[TRY IT]: Lines containing the word "scale" are the ones to copy from the records below.

[[ SUPPLIED RECORDS, beginning ]]

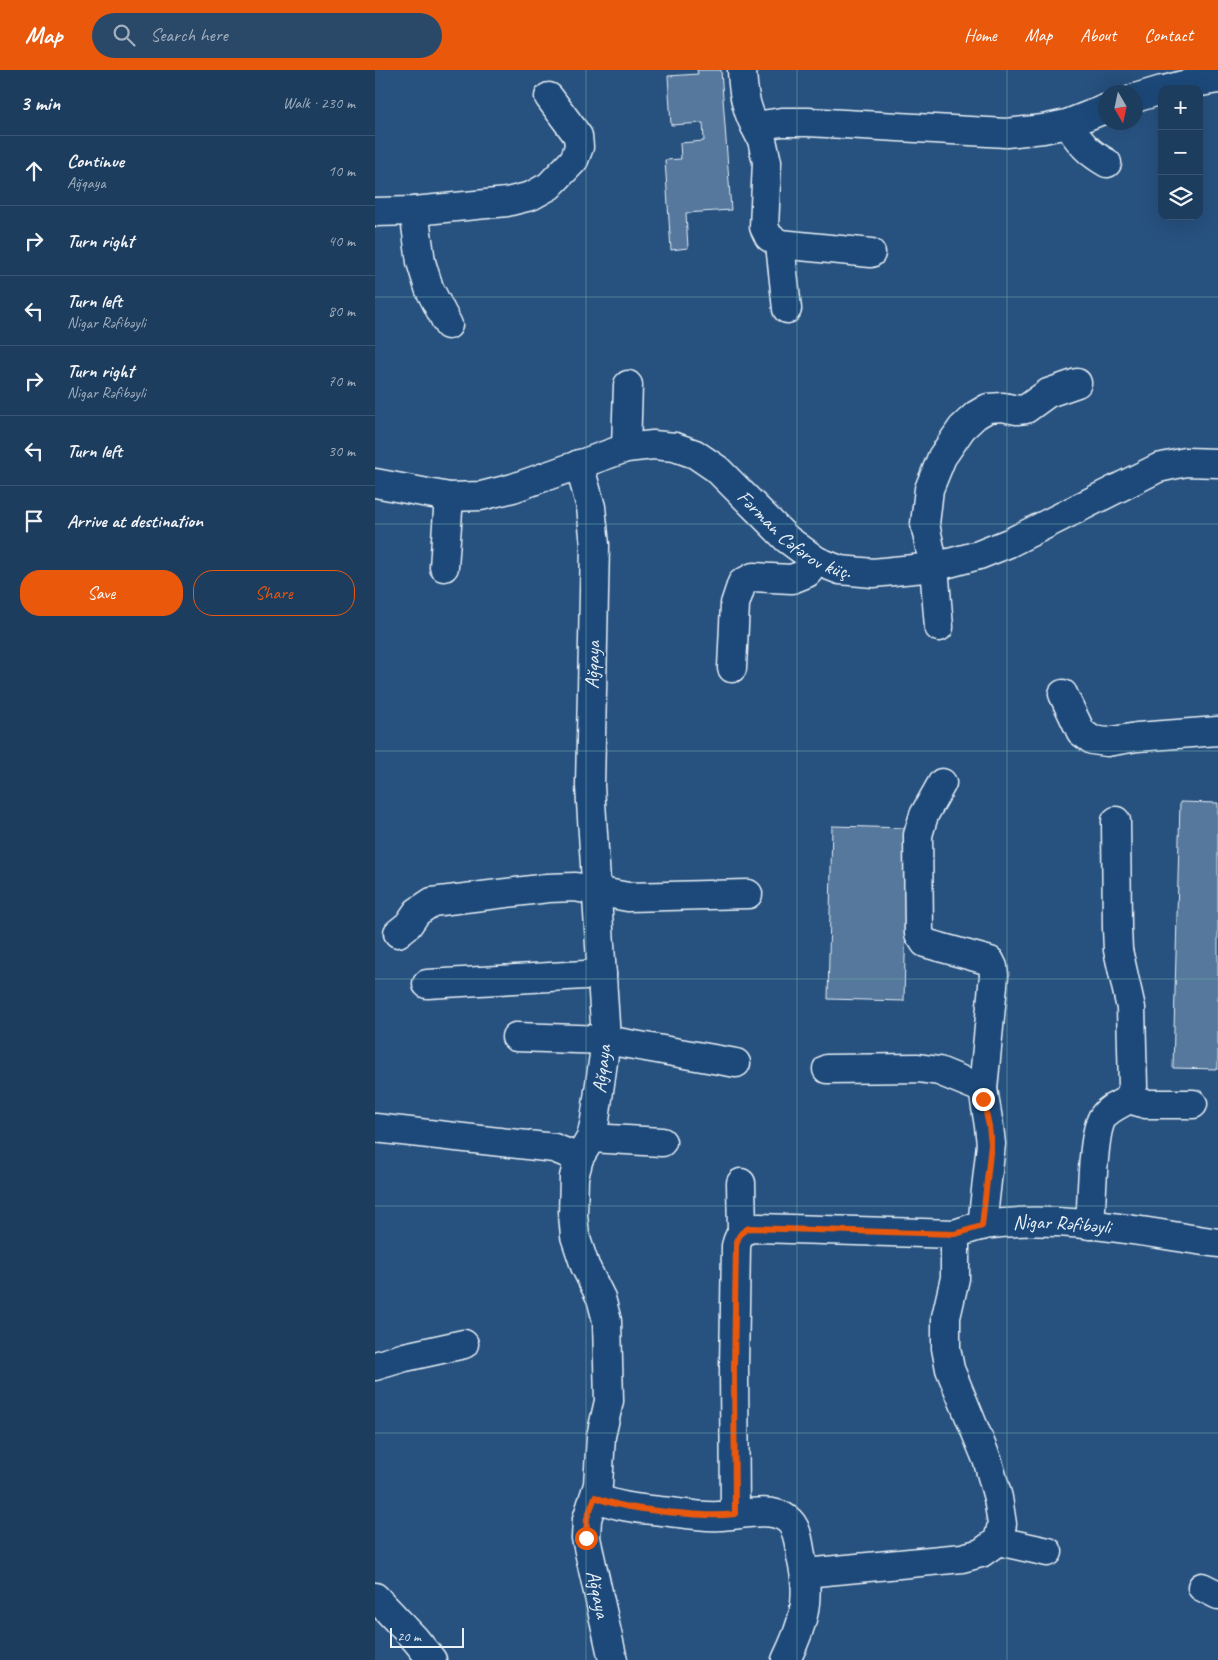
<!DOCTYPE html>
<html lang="en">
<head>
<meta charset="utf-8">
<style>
	body { margin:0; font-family:Caveat,sans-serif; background:#2a4868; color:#f1f3f6 }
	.controls { position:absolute; right:15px; top:15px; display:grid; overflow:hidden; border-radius:10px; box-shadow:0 5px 20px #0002 }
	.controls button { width:45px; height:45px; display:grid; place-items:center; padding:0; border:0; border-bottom:1px solid #3b5674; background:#1d3d5f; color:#f1f3f6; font:25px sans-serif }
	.compass { position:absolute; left:723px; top:15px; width:45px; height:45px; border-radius:50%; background:#1d3d5f; box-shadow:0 5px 20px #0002; rotate:171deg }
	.scale { position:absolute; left:15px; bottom:12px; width:74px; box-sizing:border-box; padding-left:5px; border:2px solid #e8f1f8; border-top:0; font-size:14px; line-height:18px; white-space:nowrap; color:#e8f1f8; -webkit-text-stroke:4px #1f4a7a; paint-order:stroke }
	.stop { position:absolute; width:15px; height:15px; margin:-11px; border:4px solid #ea580c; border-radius:50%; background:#fff }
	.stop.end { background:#ea580c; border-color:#fff; box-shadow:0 1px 5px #0008 }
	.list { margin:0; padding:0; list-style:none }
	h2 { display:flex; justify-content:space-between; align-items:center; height:65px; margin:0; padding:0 20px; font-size:21px }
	h2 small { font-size:16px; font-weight:400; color:#a0aebd }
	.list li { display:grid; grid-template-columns:32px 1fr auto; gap:15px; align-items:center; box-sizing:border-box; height:70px; padding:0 20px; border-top:1px solid #3b5674 }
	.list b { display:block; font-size:19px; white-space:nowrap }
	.list p { margin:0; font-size:16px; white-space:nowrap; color:#a0aebd }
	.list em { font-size:16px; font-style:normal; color:#a0aebd }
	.actions { display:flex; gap:10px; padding:15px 20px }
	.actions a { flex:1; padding:11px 0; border:1px solid #ea580c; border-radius:20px; text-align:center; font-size:18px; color:#ea580c }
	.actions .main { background:#ea580c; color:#fff }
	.icon { flex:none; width:28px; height:28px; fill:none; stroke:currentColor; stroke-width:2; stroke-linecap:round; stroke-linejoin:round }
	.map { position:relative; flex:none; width:843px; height:1590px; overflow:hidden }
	header { display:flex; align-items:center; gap:30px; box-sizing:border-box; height:70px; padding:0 25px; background:#ea580c; color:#fff }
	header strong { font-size:24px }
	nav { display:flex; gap:28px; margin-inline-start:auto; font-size:18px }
	.search { width:350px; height:45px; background:#2a4868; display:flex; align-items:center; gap:12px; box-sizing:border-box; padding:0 18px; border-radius:28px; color:#a0aebd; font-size:19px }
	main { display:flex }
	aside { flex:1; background:#1d3d5f }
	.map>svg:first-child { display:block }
</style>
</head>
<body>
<header>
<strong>Map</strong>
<div class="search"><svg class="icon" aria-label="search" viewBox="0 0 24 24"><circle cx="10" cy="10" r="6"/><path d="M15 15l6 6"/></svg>Search here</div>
<nav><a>Home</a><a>Map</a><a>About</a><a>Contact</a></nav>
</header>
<main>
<aside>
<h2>3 min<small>Walk · 230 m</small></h2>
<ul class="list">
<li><svg class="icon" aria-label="ahead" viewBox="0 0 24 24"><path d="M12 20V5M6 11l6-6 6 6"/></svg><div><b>Continue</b><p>Ağqaya</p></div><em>10 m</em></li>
<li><svg class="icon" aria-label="right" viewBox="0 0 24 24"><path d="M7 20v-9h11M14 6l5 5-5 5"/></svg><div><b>Turn right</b></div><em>40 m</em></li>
<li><svg class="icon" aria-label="left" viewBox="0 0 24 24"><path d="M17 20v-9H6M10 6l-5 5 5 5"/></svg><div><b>Turn left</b><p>Nigar Rəfibəyli</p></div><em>80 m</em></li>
<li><svg class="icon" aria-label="right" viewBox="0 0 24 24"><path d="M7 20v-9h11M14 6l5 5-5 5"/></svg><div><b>Turn right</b><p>Nigar Rəfibəyli</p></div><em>70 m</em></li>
<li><svg class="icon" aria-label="left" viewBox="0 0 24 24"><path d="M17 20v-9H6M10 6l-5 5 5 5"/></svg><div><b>Turn left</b></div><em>30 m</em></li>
<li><svg class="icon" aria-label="arrive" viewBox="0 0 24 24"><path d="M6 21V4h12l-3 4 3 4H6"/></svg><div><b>Arrive at destination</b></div></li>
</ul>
<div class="actions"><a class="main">Save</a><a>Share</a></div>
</aside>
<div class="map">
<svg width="843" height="1590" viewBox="0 0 843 1590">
	<rect width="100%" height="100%" fill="#27517f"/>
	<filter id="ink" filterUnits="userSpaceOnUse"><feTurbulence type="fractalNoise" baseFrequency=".02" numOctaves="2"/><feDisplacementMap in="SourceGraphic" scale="10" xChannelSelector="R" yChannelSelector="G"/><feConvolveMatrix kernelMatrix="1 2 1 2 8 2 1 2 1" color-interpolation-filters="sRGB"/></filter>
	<g filter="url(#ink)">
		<path fill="#57789d" stroke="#e8f1f8" d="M322,0H346L356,140L311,143L313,178L296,180L290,90L306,89L305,73L329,71L328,53L296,55L293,6L323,4Z
			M805,732L843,733V999L798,998Z
			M457,756L533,758L529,931L453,929Z"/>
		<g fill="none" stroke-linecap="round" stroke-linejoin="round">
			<g stroke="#e8f1f8" stroke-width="31">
				<g id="minor">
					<path d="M367,0C368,21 370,36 380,56L407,52H433L631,63L668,59L692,54L730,39"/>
					<path d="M793,19L808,15L843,9"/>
					<path d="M760,28L787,20"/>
					<path d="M692,54C706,73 711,81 732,93"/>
					<path d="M380,56L387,70L392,92L389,157L394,167L405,174L496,183"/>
					<path d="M39,141L46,192L54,218L73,255"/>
					<path d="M0,142L39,141L132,132L156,126L174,116L199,90L204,77L203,66L174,27"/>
					<path d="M405,174L412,239"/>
					<path d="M251,378L253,315"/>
					<path id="s1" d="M204,394L216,437L220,475L215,716L231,970L220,1050L216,1068L204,1088L199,1107L198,1145L200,1166L210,1196L226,1228L232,1251L234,1331L226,1366L223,1415L212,1449L211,1468L238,1590"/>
					<path id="s2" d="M0,413L74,427L106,426L138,418L251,378L278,375L300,377L320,384L342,399L412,469L442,491L465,500L498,503L559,497L604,485L634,473L783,398L811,392L843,393"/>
					<path d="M69,497L74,427"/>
					<path d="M564,557L559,497L550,454L554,419L567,387L587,358L601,345L613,338L628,337L642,340L651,339L673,323L702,313"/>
					<path d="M357,598L360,534L367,513L378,507L417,509L432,503L442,491"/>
					<path d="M688,624L706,662L717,670L732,672L762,667L843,661"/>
					<path d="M567,713L549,745L543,765L544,864L550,873L615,891L618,897L619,905L608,1019L614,1056L616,1074L607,1156"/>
					<path d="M23,863L33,855L42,842L57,832L173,818L200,817L253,827L373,824"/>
					<path d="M52,914L227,904"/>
					<path d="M141,967L231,970L361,993"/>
					<path d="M452,999L543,998L564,1001L608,1019"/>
					<path d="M754,1029L770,1034H818"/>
					<path d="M0,1058L179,1078L204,1088"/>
					<path d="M216,1068L287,1072"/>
					<path d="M366,1113L367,1161"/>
					<path d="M715,1155C717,1133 717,1062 728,1047C734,1038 746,1034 754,1029L758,1016L756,938L743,880L742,858L741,751"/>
					<path d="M0,1296L30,1287L89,1274"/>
					<path d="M220,1427C244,1438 269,1439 295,1442C311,1444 328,1447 344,1446C363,1446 395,1436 412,1449C424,1457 424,1478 427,1491C436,1530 428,1555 411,1590"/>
					<path id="s3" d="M360,1444L359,1298L361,1176C364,1163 369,1158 383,1158L580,1164C589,1161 599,1157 609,1155C686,1144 766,1162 843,1173"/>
					<path d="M623,1471L673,1482"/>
					<path d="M430,1503L587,1488L606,1483L623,1471L627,1454L623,1428L613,1392L575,1299L571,1278V1247L580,1208V1164"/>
					<path d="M827,1517L843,1525"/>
					<path d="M0,1527L40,1569L57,1590"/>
				</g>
			</g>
			<use href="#minor" stroke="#1f4a7a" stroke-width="28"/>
		</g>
	</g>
	<g fill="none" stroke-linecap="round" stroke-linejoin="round" filter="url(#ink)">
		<path stroke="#ea580c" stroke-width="6" d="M211,1468L212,1448L220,1427C243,1437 267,1439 291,1442C315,1444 337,1447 360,1444L359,1298L361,1176C363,1167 365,1162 374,1158L580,1164L607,1156L616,1074L614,1056L608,1029"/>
	</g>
	<path fill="none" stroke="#71adac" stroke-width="1" stroke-opacity="0.55" d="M211,0V1590M422,0V1590M632,0V1590M0,227H843M0,454H843M0,681H843M0,909H843M0,1136H843M0,1363H843"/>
	<g text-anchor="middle" stroke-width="4" stroke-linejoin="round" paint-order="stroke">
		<g font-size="20" fill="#e8f1f8" stroke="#1f4a7a">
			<text dy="7" stroke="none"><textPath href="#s2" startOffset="460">Fərman Cəfərov küç.</textPath></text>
			<text transform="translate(217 595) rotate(-88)" y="7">Ağqaya</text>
			<text transform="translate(226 999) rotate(-84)" y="7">Ağqaya</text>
			<text dy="7" stroke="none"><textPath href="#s3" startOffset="605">Nigar Rəfibəyli</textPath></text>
			<text dy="7" stroke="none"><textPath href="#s1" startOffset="1148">Ağqaya</textPath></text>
		</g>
	</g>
</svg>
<div class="controls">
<button>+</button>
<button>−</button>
<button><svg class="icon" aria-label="layers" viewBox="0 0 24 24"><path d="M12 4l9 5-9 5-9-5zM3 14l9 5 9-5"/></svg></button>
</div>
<svg class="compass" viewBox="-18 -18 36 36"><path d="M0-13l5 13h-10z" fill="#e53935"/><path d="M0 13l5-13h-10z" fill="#a0aebd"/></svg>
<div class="scale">20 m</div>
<div class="stop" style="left:211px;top:1468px"></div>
<div class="stop end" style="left:608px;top:1029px"></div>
</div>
</main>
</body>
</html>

[[ SUPPLIED RECORDS, end ]]

[SOLUTION TO THIS TASK]:
	.scale { position:absolute; left:15px; bottom:12px; width:74px; box-sizing:border-box; padding-left:5px; border:2px solid #e8f1f8; border-top:0; font-size:14px; line-height:18px; white-space:nowrap; color:#e8f1f8; -webkit-text-stroke:4px #1f4a7a; paint-order:stroke }
	<filter id="ink" filterUnits="userSpaceOnUse"><feTurbulence type="fractalNoise" baseFrequency=".02" numOctaves="2"/><feDisplacementMap in="SourceGraphic" scale="10" xChannelSelector="R" yChannelSelector="G"/><feConvolveMatrix kernelMatrix="1 2 1 2 8 2 1 2 1" color-interpolation-filters="sRGB"/></filter>
<div class="scale">20 m</div>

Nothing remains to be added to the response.